The earthquake and the snow both have caused general instability in the territory, with acres of fertile farming land that have collapsed and cannot be cultivated, while the interruption of viability hits trade of salvaged production. If we add this to the fact that milk production dropped by 30% due to the stress caused by cold and fear of earthquakes, we can picture a critical situation to say the least.

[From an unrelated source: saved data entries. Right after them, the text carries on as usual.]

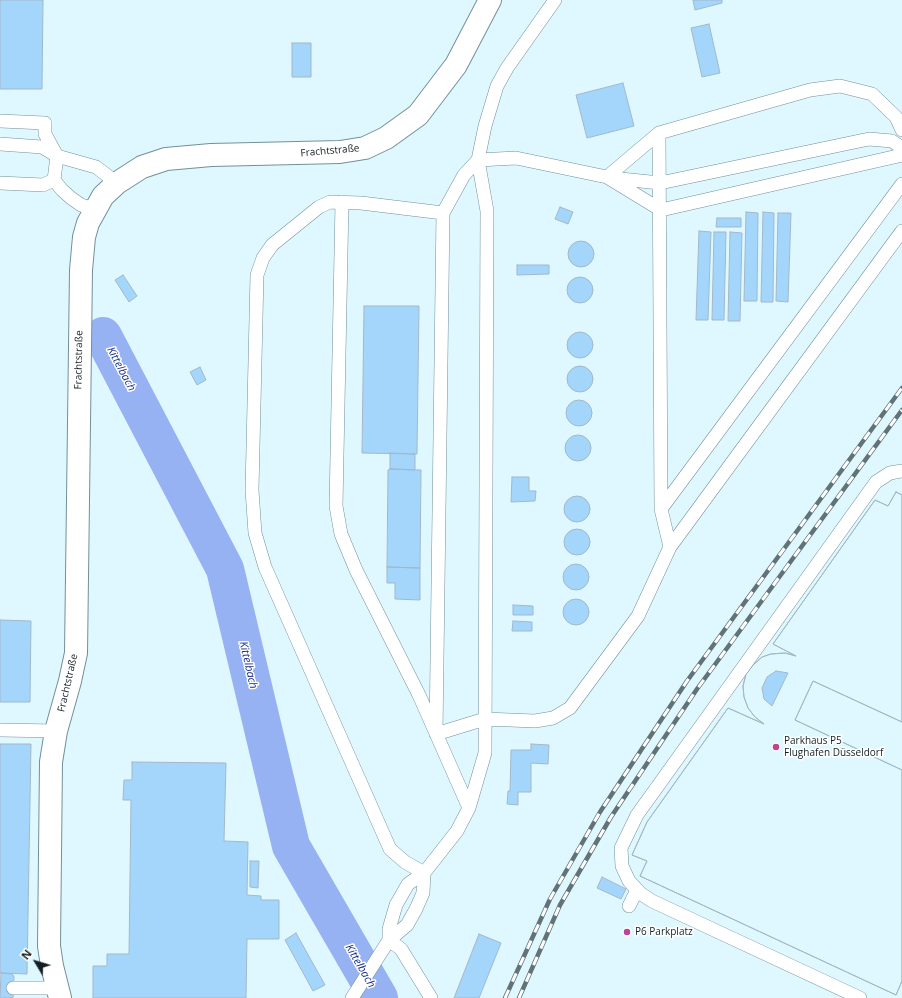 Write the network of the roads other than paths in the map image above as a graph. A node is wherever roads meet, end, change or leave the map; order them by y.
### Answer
1 (490, 0) edge
2 (555, 0) edge
3 (0, 120) edge
4 (902, 130) edge
5 (660, 133) junction
6 (0, 144) edge
7 (902, 148) edge
8 (902, 155) edge
9 (57, 156) junction
10 (478, 160) junction
11 (608, 177) junction
12 (54, 180) junction
13 (0, 183) edge
14 (117, 183) junction
15 (660, 183) junction
16 (902, 184) edge
17 (342, 202) junction
18 (94, 209) junction
19 (661, 210) junction
20 (443, 213) junction
21 (902, 231) edge
22 (902, 472) edge
23 (661, 509) junction
24 (670, 547) junction
25 (486, 719) junction
26 (0, 730) edge
27 (56, 731) junction
28 (436, 734) junction
29 (468, 808) junction
30 (424, 873) junction
31 (637, 890) junction
32 (629, 906) dead end
33 (389, 940) junction
34 (13, 988) dead end
35 (59, 993) edge
36 (354, 995) edge
37 (431, 998) edge
38 (860, 998) edge

1 - 14 street, Frachtstraße
2 - 10 lane
3 - 9 lane
4 - 5 lane
5 - 11 lane
5 - 15 lane
6 - 9 lane
7 - 15 lane
8 - 19 lane
9 - 12 lane
9 - 14 lane
10 - 11 lane
10 - 20 lane
10 - 25 lane
11 - 15 lane
11 - 19 lane
12 - 13 lane
12 - 18 lane
14 - 18 street, Frachtstraße
15 - 19 lane
16 - 23 lane
17 - 20 lane
17 - 28 lane
17 - 30 lane
18 - 27 street, Frachtstraße
19 - 23 lane
20 - 28 lane
21 - 24 lane
22 - 31 lane
23 - 24 lane
24 - 25 lane
25 - 28 lane
25 - 29 lane
26 - 27 lane
27 - 35 street, Frachtstraße
28 - 29 lane
29 - 30 lane
30 - 33 lane
30 - 33 lane
31 - 32 lane
31 - 38 lane
33 - 36 lane
33 - 37 lane
34 - 35 lane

Frustration and sense of abandonment: these are the most common sentiments spread amongst the farmers who yesterday gathered in the capital to protest. President of the Senate, Pietro Grasso, was there to welcome them, and he received a delegation of agricultural entrepreneurs in Palazzo Madama, comoing from the middle Italy regions hit by the recent earthquakes. The situation is truly serious, on the brink of crisis, as illustrated by Roberto Moncalvo, president of Coldiretti and leader of a delegation of the association. “The earthquake” – said Moncalvo” – “ hit a territory which economy is based for the most part on agriculture, and now we have to actually help the territory if we don’t want to give up to abandonment and depopulation”.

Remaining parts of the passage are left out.